The input:

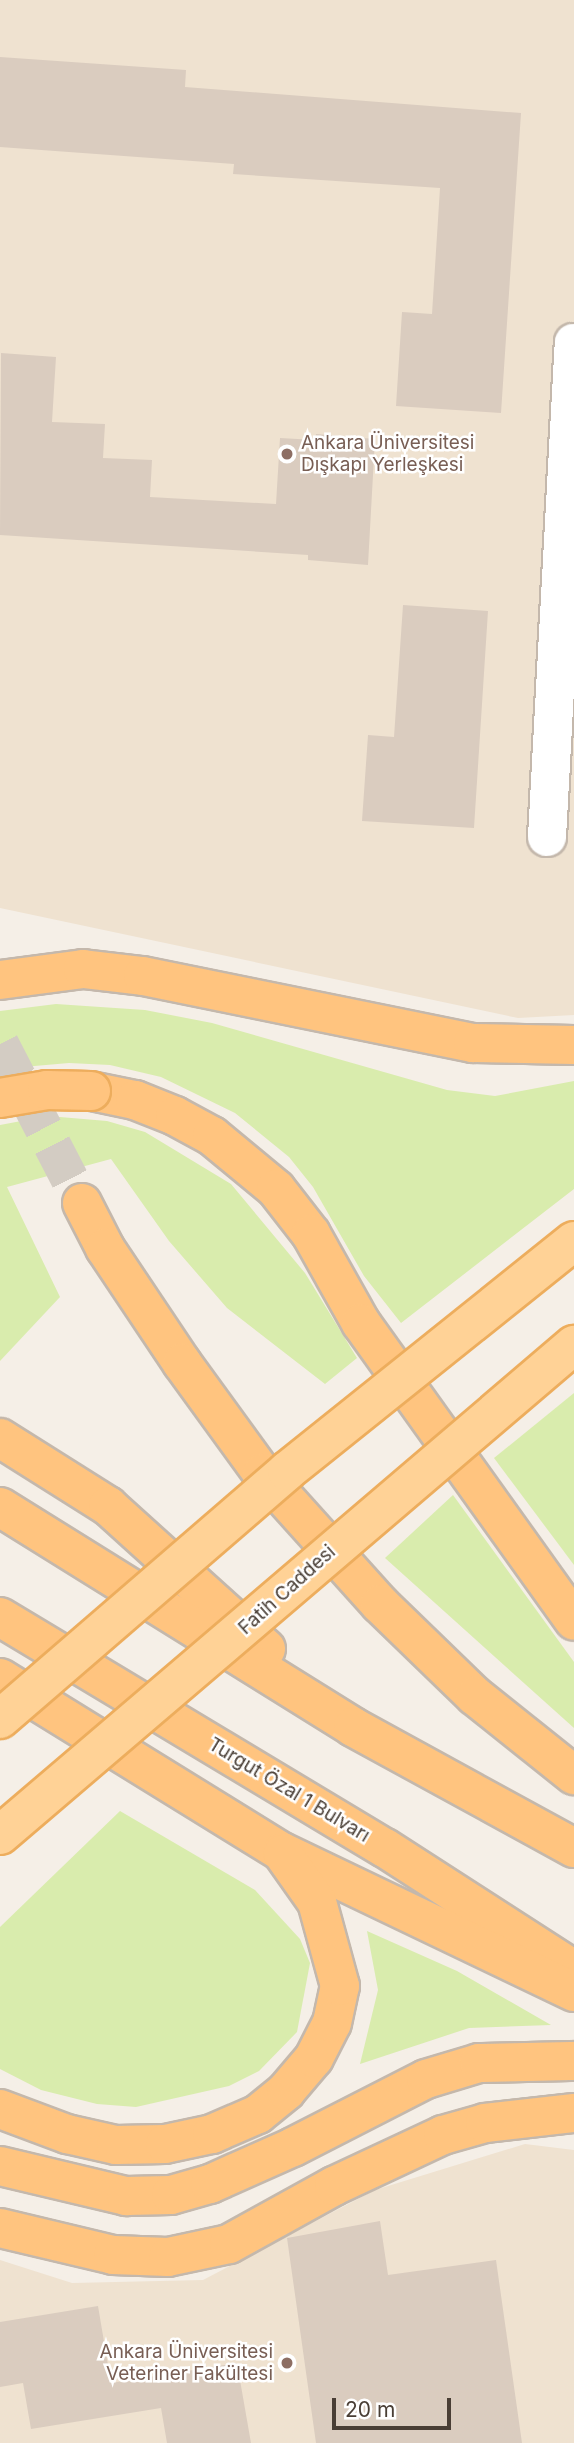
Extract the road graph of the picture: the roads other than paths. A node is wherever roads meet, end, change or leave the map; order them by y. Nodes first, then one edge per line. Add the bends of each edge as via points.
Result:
1 (574, 343) edge
2 (547, 837) dead end
3 (0, 980) edge
4 (574, 1045) edge
5 (0, 1098) edge
6 (82, 1203) tunnel mouth
7 (574, 1241) edge
8 (574, 1345) edge
9 (0, 1437) edge
10 (0, 1507) edge
11 (0, 1617) edge
12 (574, 1621) edge
13 (0, 1678) edge
14 (0, 1718) edge
15 (353, 1727) junction
16 (574, 1775) edge
17 (0, 1835) edge
18 (574, 1848) edge
19 (282, 1852) junction
20 (574, 1970) edge
21 (574, 1992) edge
22 (574, 2061) edge
23 (0, 2109) edge
24 (574, 2113) edge
25 (0, 2166) edge
26 (0, 2228) edge

1 - 2 street
3 - 4 highway via 83,969 131,974 473,1042
5 - 12 highway, bridge via 47,1090 90,1091 135,1100 212,1136 276,1189 311,1234 361,1324
6 - 16 highway via 144,1306 262,1473 408,1631 475,1696
7 - 14 main road, bridge via 287,1471
8 - 17 main road, Fatih Caddesi, bridge
9 - 15 highway via 108,1506
10 - 15 highway
11 - 20 highway, Turgut Özal 1 Bulvarı via 385,1848
13 - 19 highway
15 - 18 highway
19 - 21 highway
19 - 23 highway via 317,1902 340,1986 332,2023 286,2091 258,2114 212,2134 165,2144 116,2145 67,2134
22 - 25 highway via 479,2063 426,2079 293,2147 210,2184 171,2195 125,2196
24 - 26 highway via 485,2123 443,2135 334,2186 229,2244 168,2257 113,2255

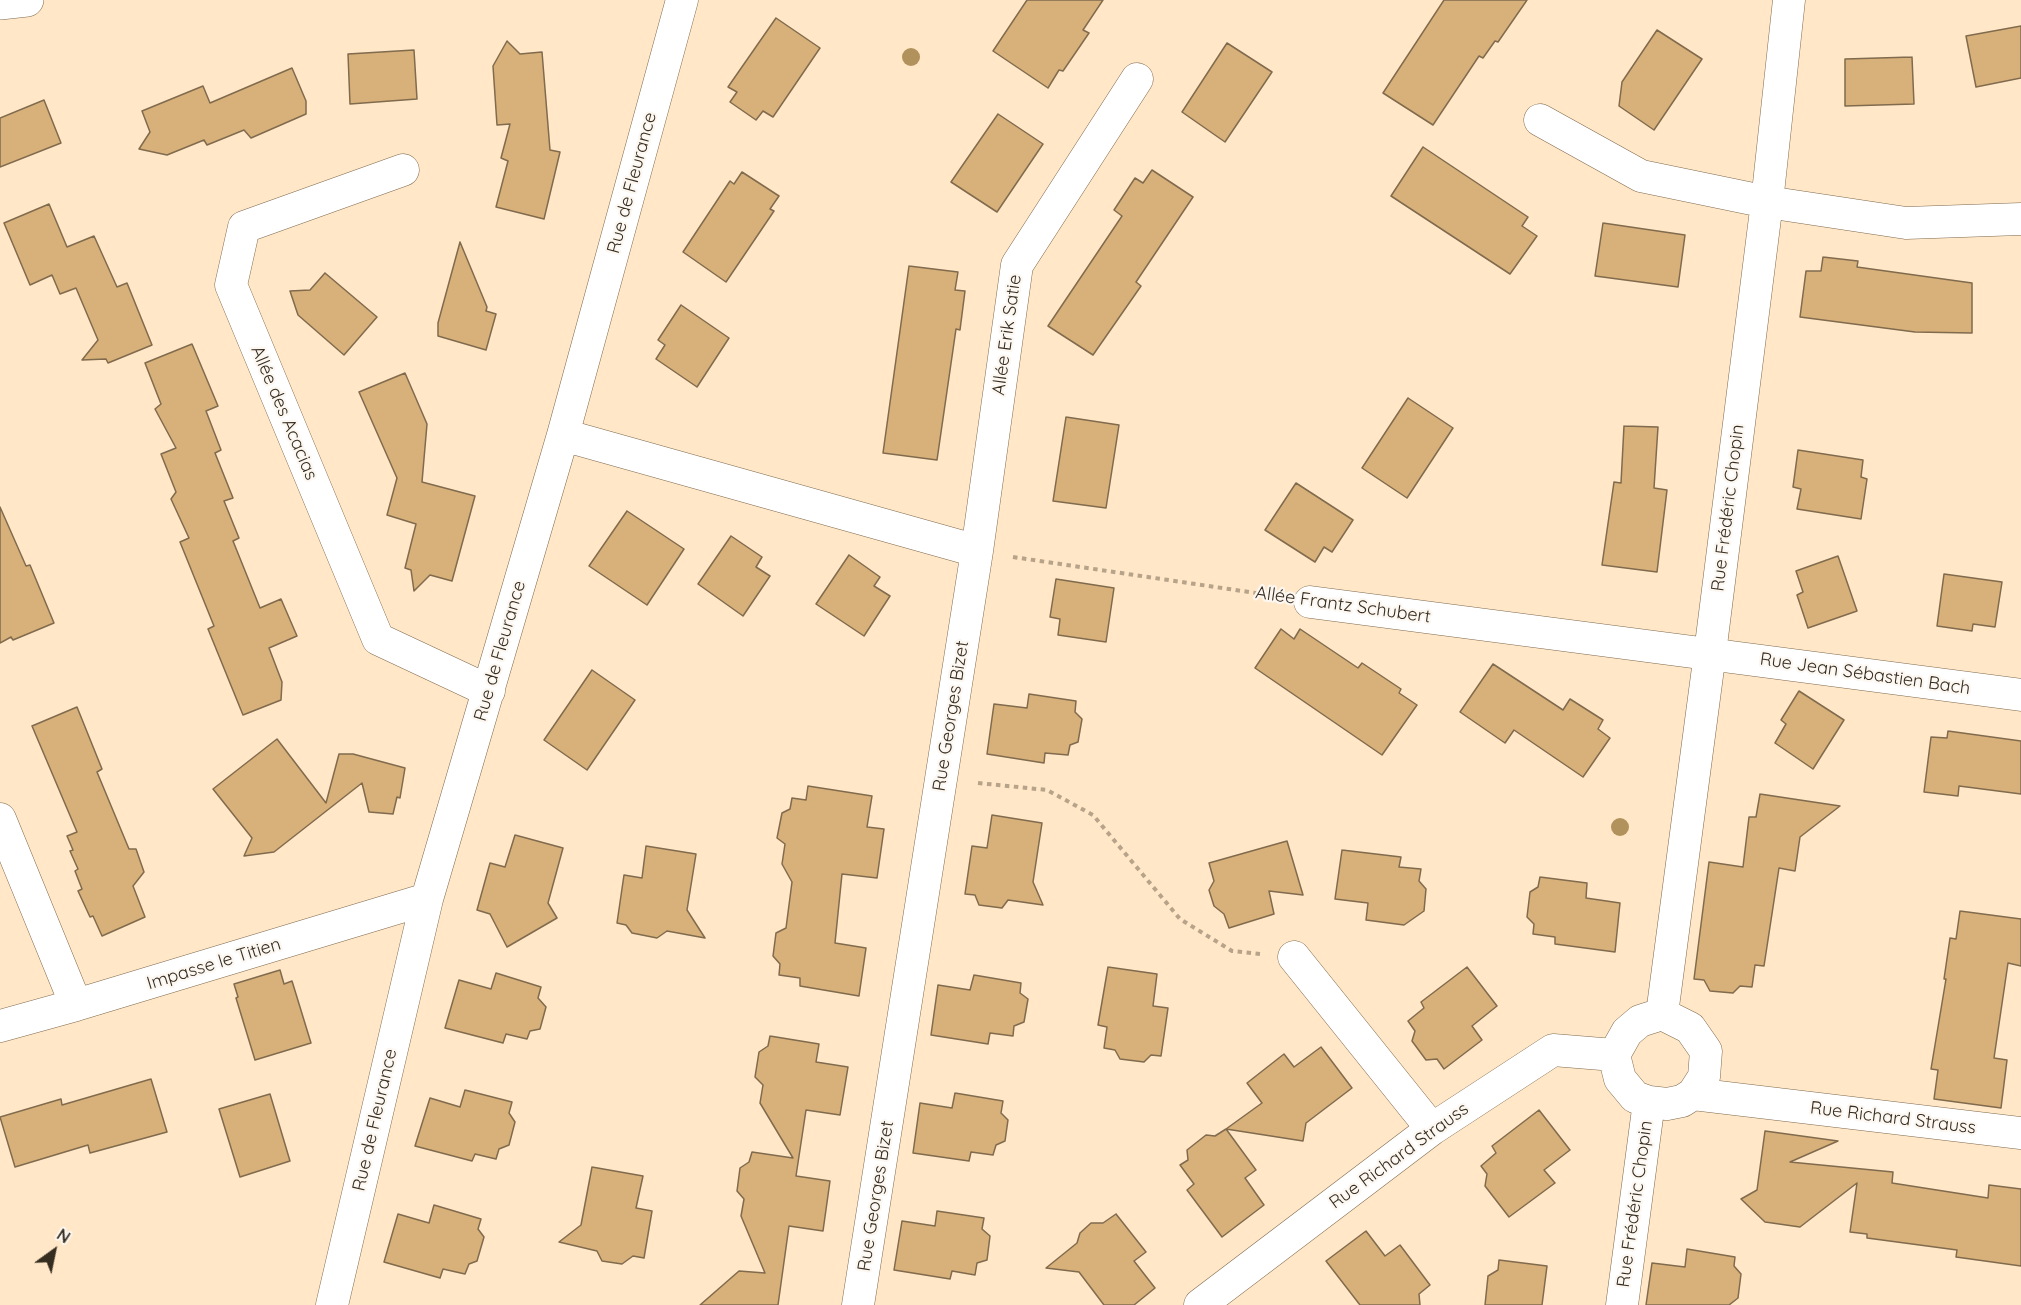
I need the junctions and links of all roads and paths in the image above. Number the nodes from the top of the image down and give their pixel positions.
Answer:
1 (27, 0) edge
2 (682, 0) edge
3 (1789, 0) edge
4 (0, 3) edge
5 (1137, 80) dead end
6 (1540, 120) dead end
7 (403, 170) dead end
8 (1767, 202) junction
9 (2021, 219) edge
10 (563, 435) junction
11 (977, 551) junction
12 (1310, 602) joint
13 (1710, 653) junction
14 (489, 691) junction
15 (2021, 695) edge
16 (941, 779) junction
17 (0, 819) edge
18 (427, 899) junction
19 (1294, 957) joint
20 (76, 1005) junction
21 (1662, 1014) junction
22 (0, 1026) edge
23 (1614, 1055) junction
24 (1693, 1094) junction
25 (1649, 1102) junction
26 (1432, 1129) junction
27 (2021, 1133) edge
28 (332, 1305) edge
29 (858, 1305) edge
30 (1200, 1305) edge
31 (1622, 1305) edge

1 - 4 street
2 - 10 street, Rue de Fleurance
3 - 8 street, Rue Frédéric Chopin
5 - 11 street, Allée Erik Satie
6 - 8 street
7 - 14 street, Allée des Acacias
8 - 9 street
8 - 13 street, Rue Frédéric Chopin
10 - 11 street
10 - 14 street, Rue de Fleurance
11 - 12 path, Allée Frantz Schubert
11 - 16 street, Rue Georges Bizet
12 - 13 street, Allée Frantz Schubert
13 - 15 street, Rue Jean Sébastien Bach
13 - 21 street, Rue Frédéric Chopin
14 - 18 street, Rue de Fleurance
16 - 19 path
16 - 29 street, Rue Georges Bizet
17 - 20 street
18 - 20 street, Impasse le Titien
18 - 28 street, Rue de Fleurance
19 - 26 street
20 - 22 street, Impasse le Titien
21 - 23 street
21 - 24 street
23 - 25 street
23 - 26 street, Rue Richard Strauss
24 - 25 street
24 - 27 street, Rue Richard Strauss
25 - 31 street, Rue Frédéric Chopin
26 - 30 street, Rue Richard Strauss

Task:
The lines you need are those holding the word "Impasse"; copy each of them from the material above.

Exercise answer:
18 - 20 street, Impasse le Titien
20 - 22 street, Impasse le Titien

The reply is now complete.